Таковы два источника взаимонепонимания между двумя культурами. Должен сказать, раз уж я заговорил о двух культурах, что сам этот термин вызвал ряд нареканий. Большинство моих друзей из мира науки и искусства находят его в какой-то степени удачным. Но люди, связанные с сугубо практической деятельностью, решительно с этим не согласны. Они видят в таком делении чрезмерное упрощение и считают, что если уж прибегать к подобной терминологии, то надо говорить по меньшей мере о трех культурах. Они утверждают, что во многом разделяют взгляды ученых, хотя сами не принадлежат к их числу; современные художественные произведения говорят им так же мало, как и ученым (и, наверное, говорили бы еще меньше, если бы они знали их лучше). Дж. X. Плам, Алан Буллок и некоторые из моих американских друзей-социологов настойчиво возражают против того, чтобы их принуждали считаться помощниками тех, кто создает атмосферу социальной безнадежности, и запирали в одну клетку с людьми, с которыми они не хотели бы быть вместе не только живыми, но и мертвыми.

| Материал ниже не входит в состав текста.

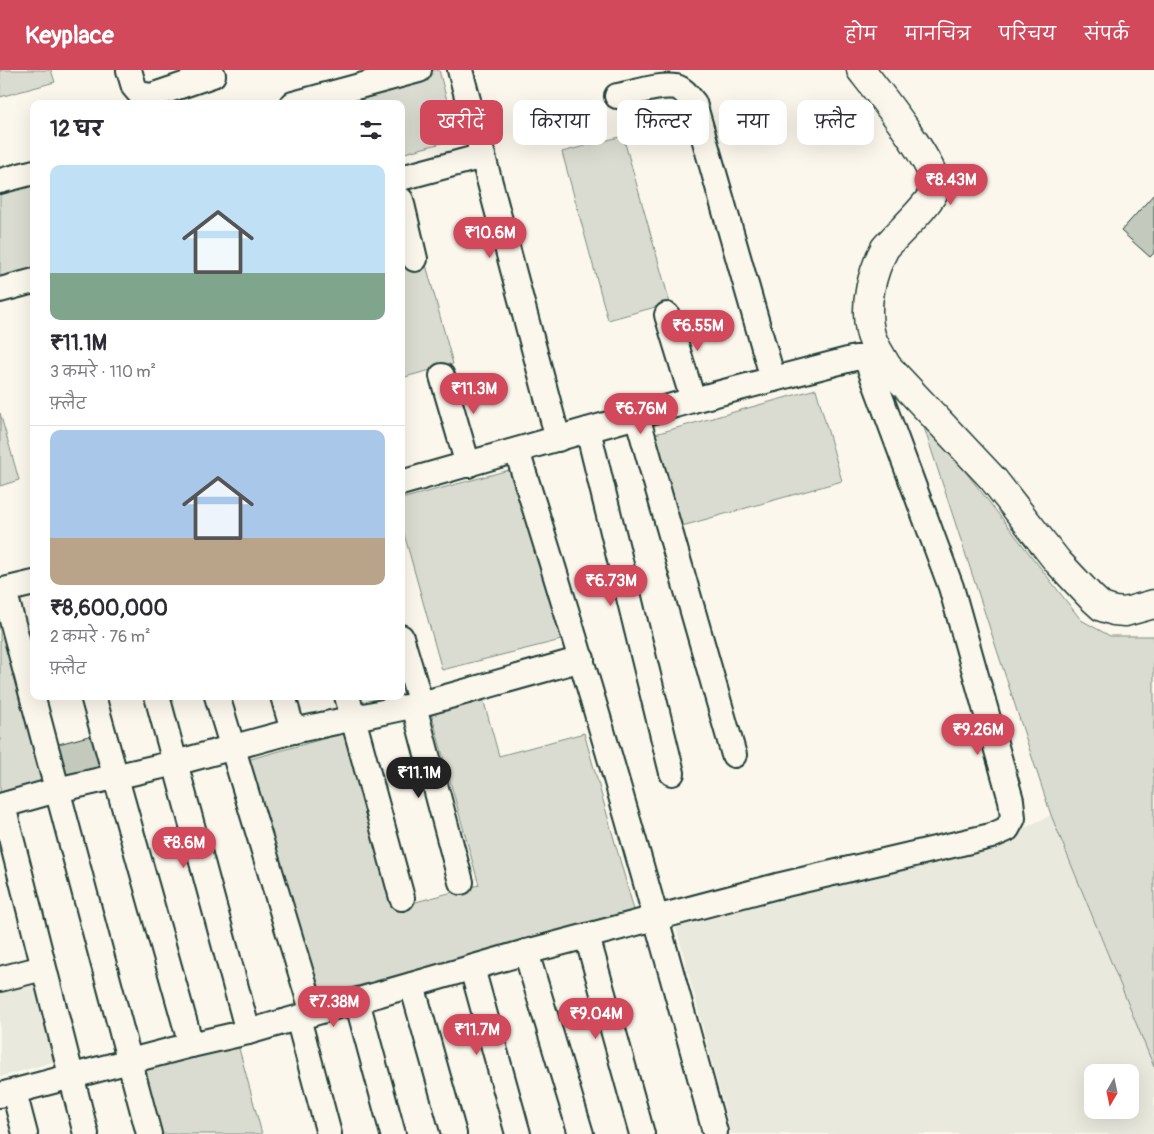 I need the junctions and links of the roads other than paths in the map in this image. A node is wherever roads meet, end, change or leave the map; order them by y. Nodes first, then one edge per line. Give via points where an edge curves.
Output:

Я склонен относиться к этим доводам с уважением. Цифра два — опасная цифра. Попытки разделить что бы то ни было на две части, естественно, должны внушать самые серьезные опасения. Одно время я думал внести какие-то добавления, но потом отказался от этой мысли. Я хотел найти нечто большее, чем выразительная метафора, но значительно меньшее, чем точная схема культурной жизни. Для этих целей понятие «две культуры» подходит как нельзя лучше; любые дальнейшие уточнения принесли бы больше вреда, чем пользы.